Une réalité compliquée

Il faudrait se garder de faire une différence entre les EMS « qui auraient bien travaillé » et les autres… car ces lieux sont en complet décalage avec le reste de la population. La réalité est bien plus compliquée qu’une série de mesures à prendre, car au-delà des gestes barrières il y a une part de hasard et nombre de données que personne ne maîtrise. Par ailleurs certains EMS ont été tenus d’accueillir des malades COVID. Pour autant, l’objectif aura toujours été le même : avec les moyens à disposition, protéger au mieux chacun des résidentes et résidents. 

Mon travail durant la crise

Personnellement,  annoncé à mon employeur par l’OFSP comme personne à risque (suite à des interventions médicales vécues dans le passé), j’ai, dans un premier temps, été interdit de travail en présentiel.

Avec la levée progressive des mesures entre la première et deuxième vague, j’ai été encouragé à reprendre le travail in situ, par le Conseil synodal, mais à mes risques et périls avec présentation à mon employeur d’une attestation médicale. Sans couverture officielle de notre Église, j’ai renoncé, en accord avec les Conseils dont je dépends, à prendre des risques non seulement pour moi, mais aussi pour les Résidents des EMS dont je suis l’aumônier et pour ma famille. J’ai donc continué à assurer des visites par « Skype », par des courriers  et par des cultes, par la proposition de « cultes mosaïques en vidéo » et par des visites sur demande ainsi qu’au moment des fêtes de Noël.

Entre la première et la deuxième vague, j’ai effectué plusieurs passages en présentiel soit pour des visites soit pour des cultes, inaugurant au passage une nouvelle tenue ministérielle.

Le CADEMS recommandant aux aumôniers de limiter leurs passages/visites à un seul établissement, c’est l’EMS Beau-Site qui a en a le plus  profité tout au long de cette année difficile.

J’ai toutefois toujours répondu aux demandes d’accompagnement de fin de vie quel que soit l’établissement en me pliant aux différentes exigences - parfois fort variables et chronophage - des mesures de sécurité. 

A la fin décembre 2020, la reprise à l’heure du déconfinement s’annonçait difficile et compliquée et Noël bien triste.

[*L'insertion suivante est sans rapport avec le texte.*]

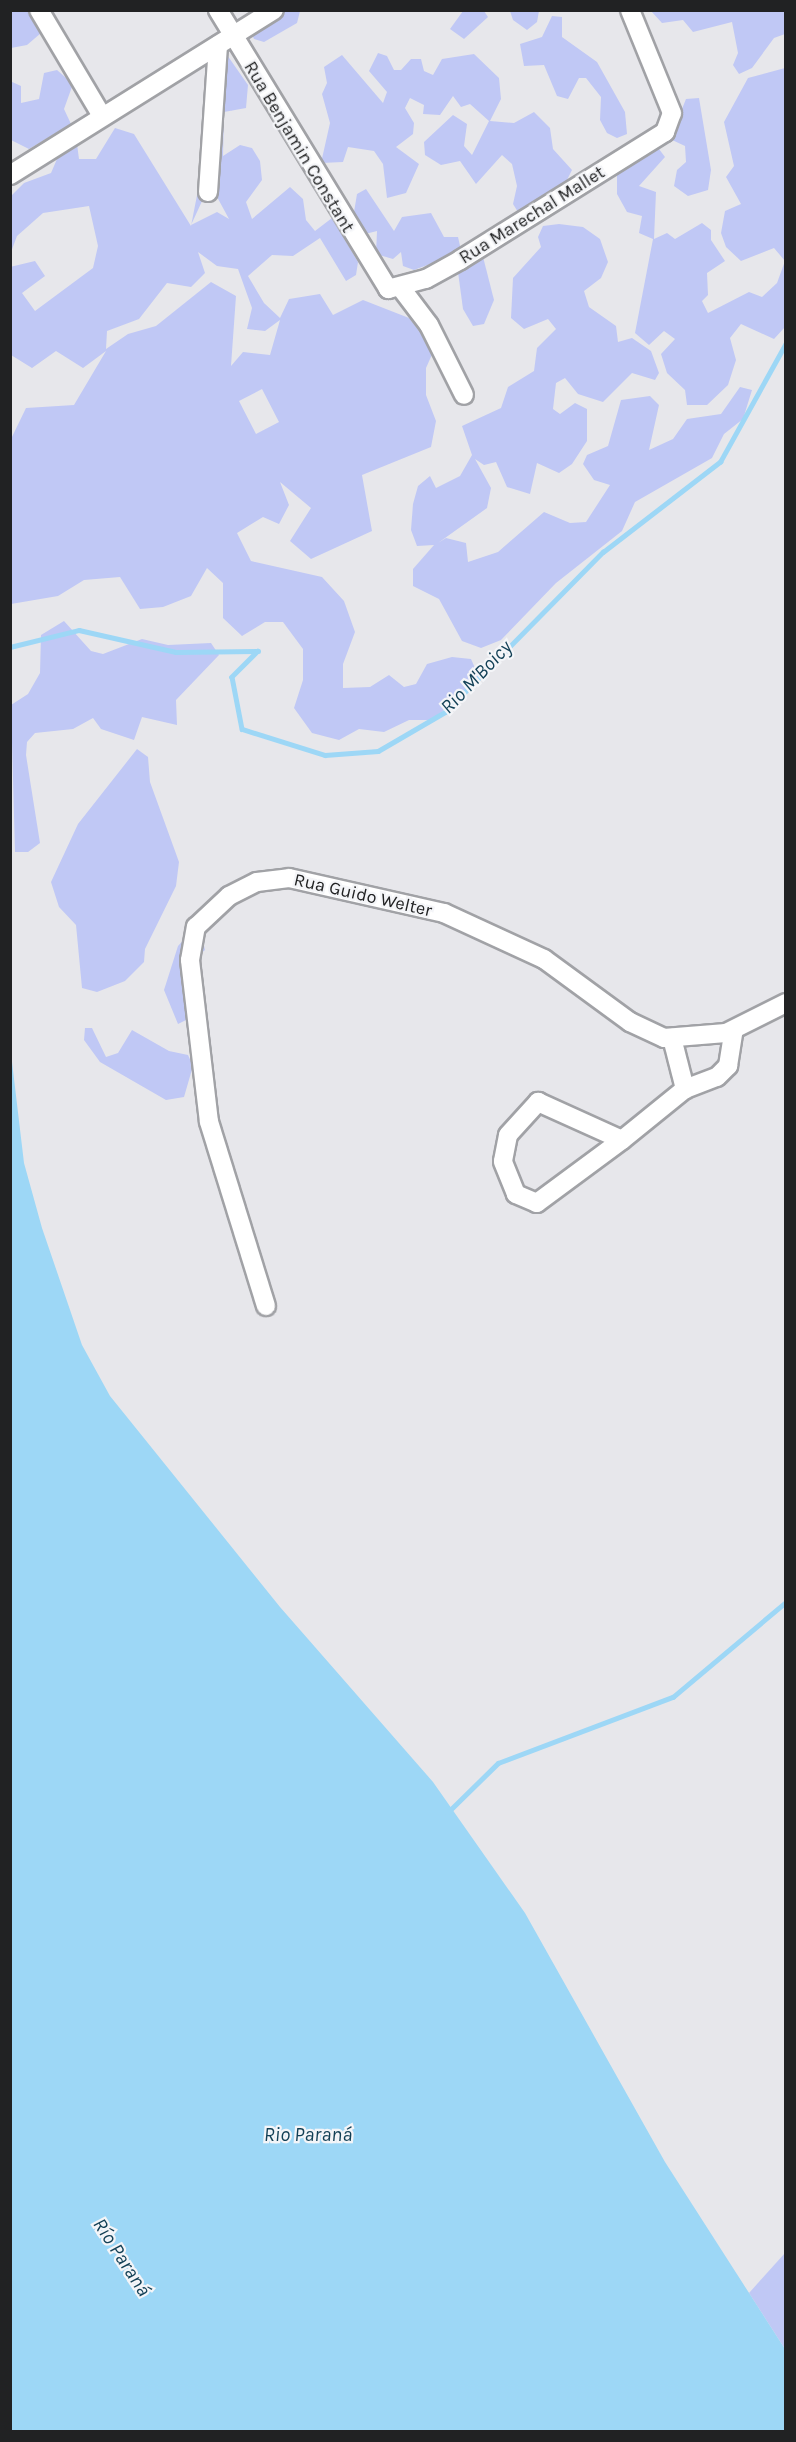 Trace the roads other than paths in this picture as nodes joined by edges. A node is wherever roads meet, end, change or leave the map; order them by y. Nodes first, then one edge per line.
1 (39, 10) edge
2 (218, 10) edge
3 (274, 10) edge
4 (630, 10) edge
5 (225, 40) junction
6 (102, 116) junction
7 (10, 175) edge
8 (208, 192) dead end
9 (401, 288) junction
10 (464, 394) dead end
11 (786, 1003) edge
12 (734, 1030) junction
13 (672, 1038) junction
14 (685, 1089) junction
15 (622, 1140) junction
16 (266, 1306) dead end

1 - 6 street
2 - 5 street, Rua Benjamin Constant
3 - 5 street
4 - 9 street, Rua Marechal Mallet
5 - 6 street
5 - 8 street
5 - 9 street, Rua Benjamin Constant
6 - 7 street
9 - 10 street
11 - 12 street, Rua Guido Welter
12 - 13 street, Rua Guido Welter
12 - 14 street
13 - 14 street
13 - 16 street, Rua Guido Welter
14 - 15 street
15 - 15 street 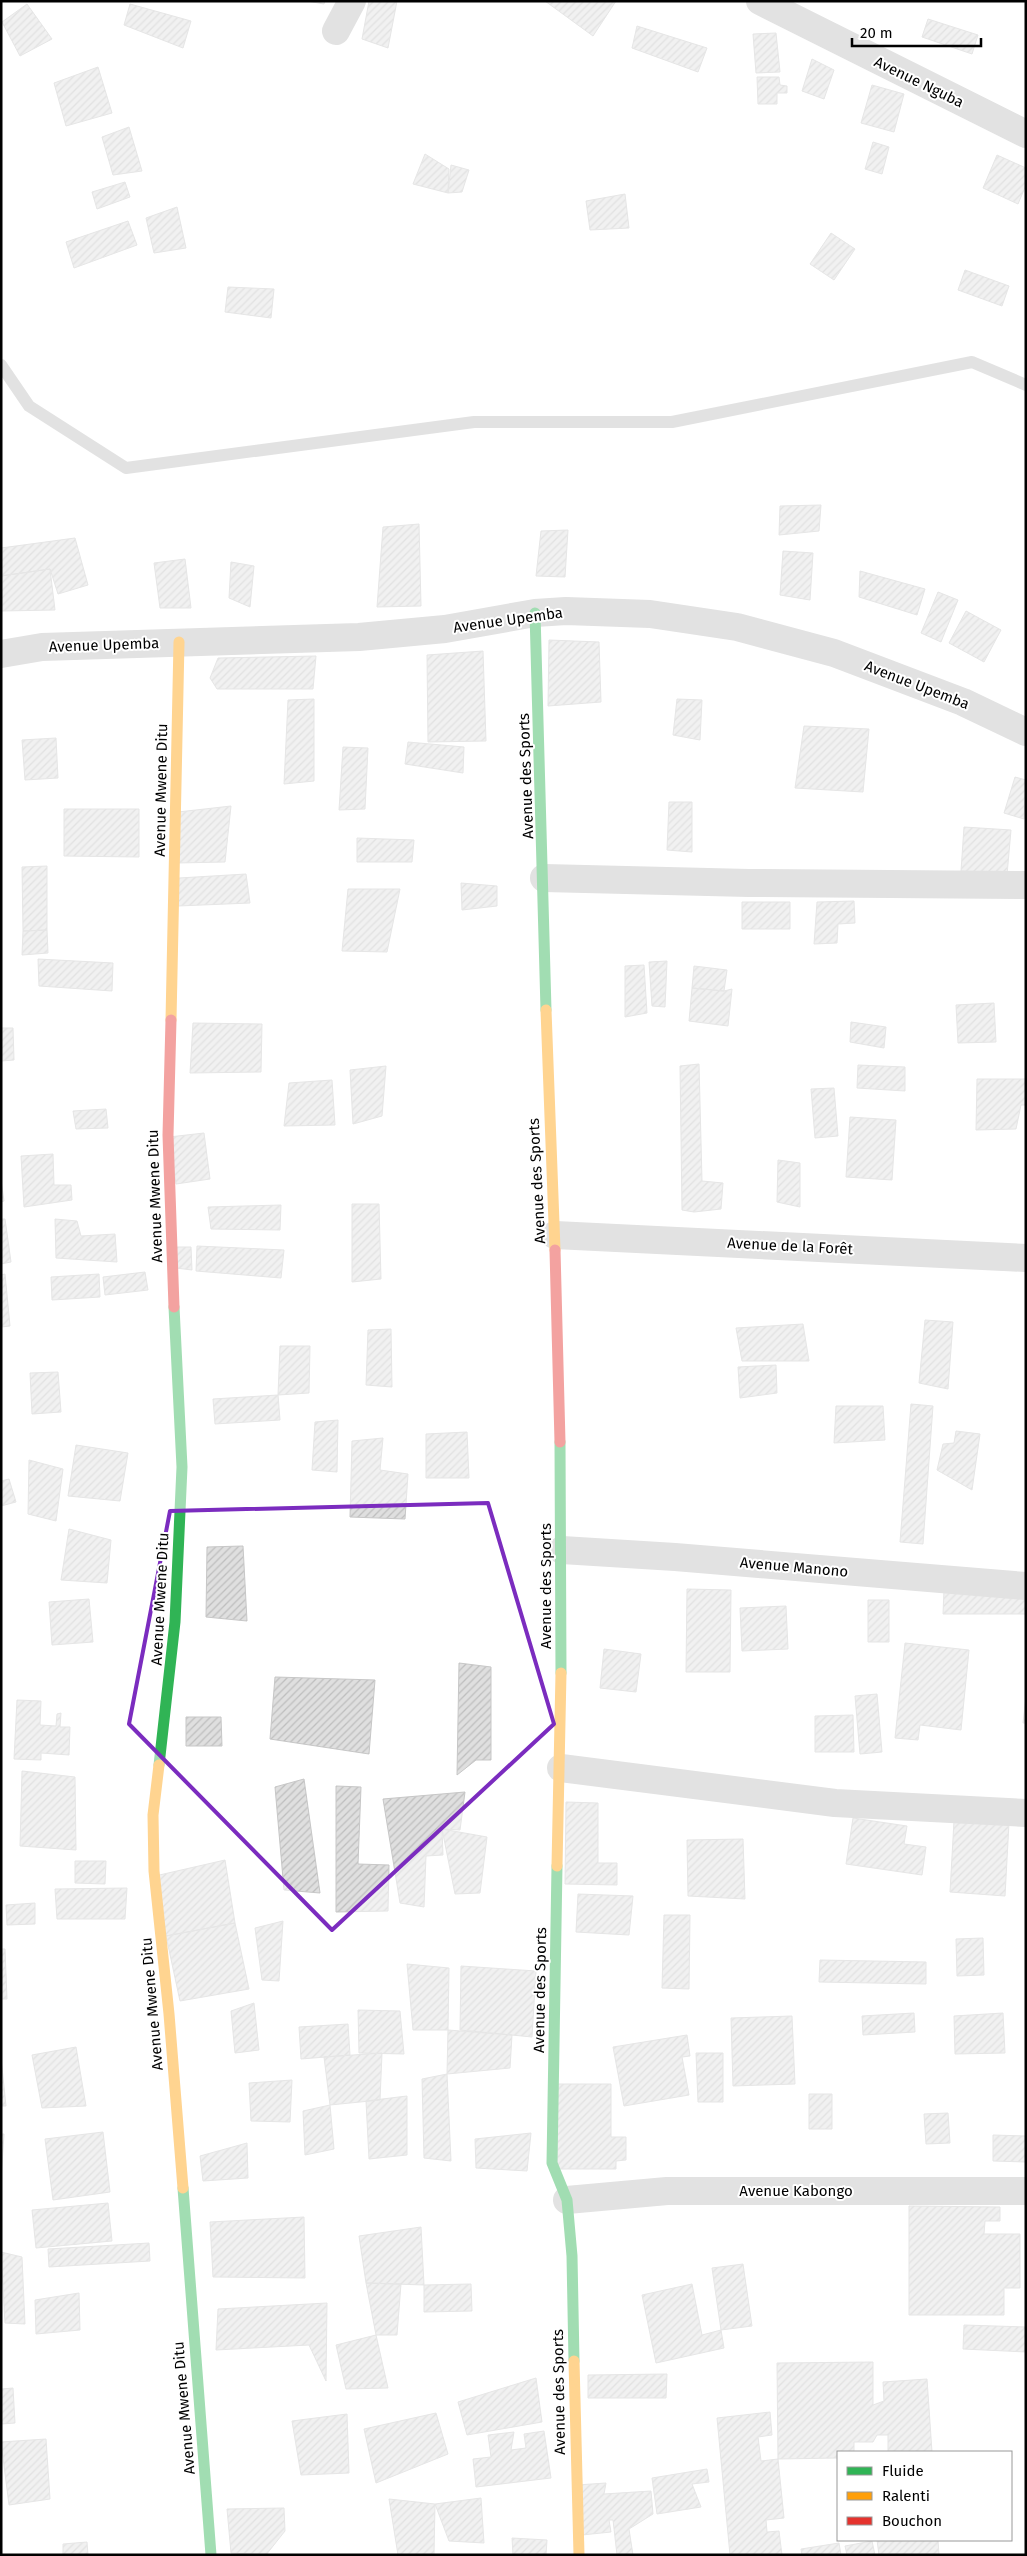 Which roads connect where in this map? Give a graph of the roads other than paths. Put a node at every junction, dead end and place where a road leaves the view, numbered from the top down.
1 (352, 1) edge
2 (760, 1) edge
3 (336, 31) dead end
4 (1024, 127) edge
5 (535, 613) junction
6 (180, 642) junction
7 (1, 654) edge
8 (1026, 732) edge
9 (544, 878) junction
10 (1026, 886) edge
11 (555, 1235) junction
12 (1026, 1258) edge
13 (562, 1550) junction
14 (1026, 1586) edge
15 (561, 1768) junction
16 (1026, 1813) edge
17 (1026, 2191) edge
18 (567, 2200) junction
19 (211, 2555) edge
20 (579, 2555) edge

1 - 3 street
2 - 4 street, Avenue Nguba
5 - 6 street, Avenue Upemba
5 - 8 street, Avenue Upemba
5 - 9 street, Avenue des Sports
6 - 7 street, Avenue Upemba
6 - 19 street, Avenue Mwene Ditu
9 - 10 street
9 - 11 street, Avenue des Sports
11 - 12 street, Avenue de la Forêt
11 - 13 street, Avenue des Sports
13 - 14 street, Avenue Manono
13 - 15 street, Avenue des Sports
15 - 16 street
15 - 18 street, Avenue des Sports
17 - 18 street, Avenue Kabongo
18 - 20 street, Avenue des Sports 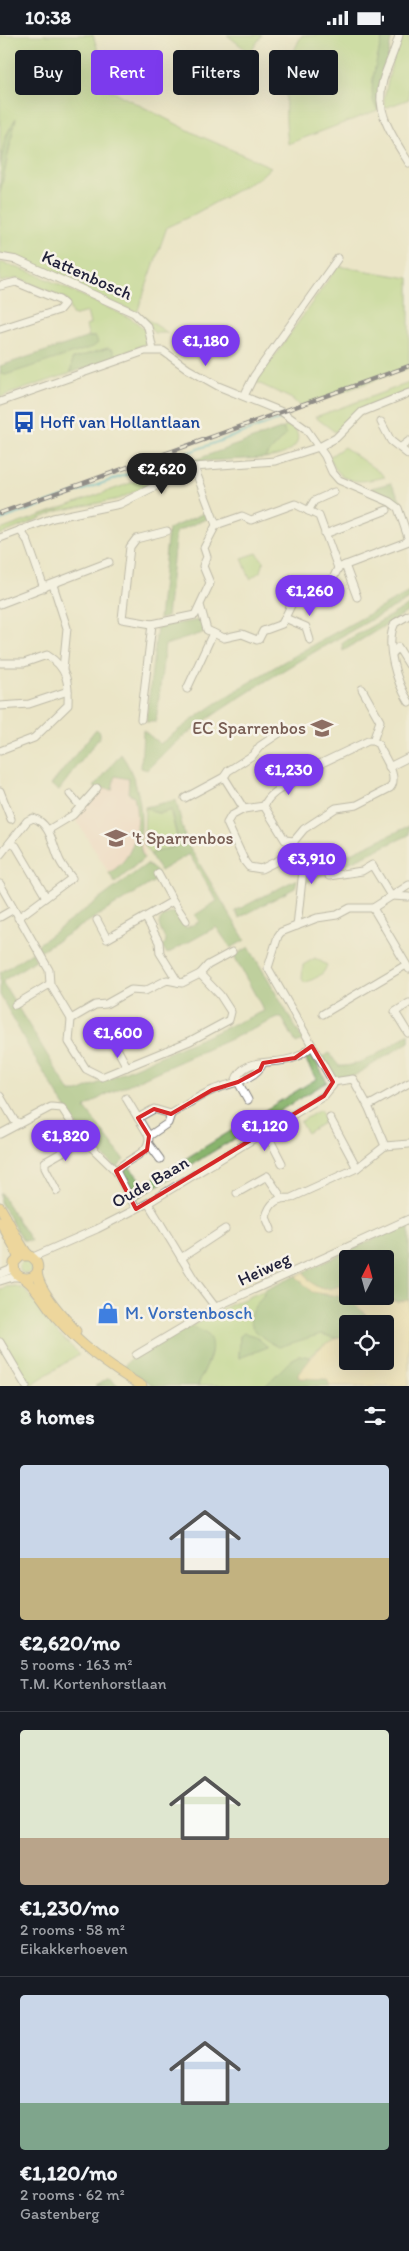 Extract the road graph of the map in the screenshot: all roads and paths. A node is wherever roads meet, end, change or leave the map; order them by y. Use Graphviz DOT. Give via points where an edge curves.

Un retour à la normale ?  

Connaîtrons-nous un retour à la normale ?  Ce qui est sûr c’est qu’elle se fera en tenant compte des réalités de chaque EMS. Et certainement de la rapidité avec laquelle la population pourra être vaccinée. A l’heure où je rédige ce rapport, je me réjouis de savoir que vacciné – grâce à la généreuse proposition d’un directeur en EMS de me considérer comme membres de son personnel - je serai en mesure de reprendre sans appréhension le chemin de tous les établissements dont je suis l’aumônier.

Ce que nous a appris la crise

Pour terminer sur une note positive, j’aimerai dire que la crise nous a appris quelque chose : le désarroi et les limites vécues par chacun de nous, nous ont renvoyés collectivement et individuellement à notre fragilité et à notre pauvreté. Celles que Dieu en Jésus-Christ a lui-même revêtu, manifestant ainsi son amour pour l’humanité et sa solidarité avec les plus faibles. Fort de cet apprentissage de nos limites, aumôniers, bénévoles, membres du personnel ou de la direction des EMS, croyants ou non, nous nous sentirons sans doute plus proches que jamais de ceux-là mêmes que nous pensons aider d’habitude. 

Dialogue interreligieux

Au plan du dialogue interreligieux, l’année 2020 a aussi été difficile.

Si le groupe de dialogue Chrétiens/Musulmans s’est réuni trois fois, au lieu de 6-8 fois, le plaisir de se retrouver et de partager a toujours été le même. 

Pour ce qui est des manifestations prévues, en particulier lors de la Semaine des religions, tout a dû être annulé ou reporté.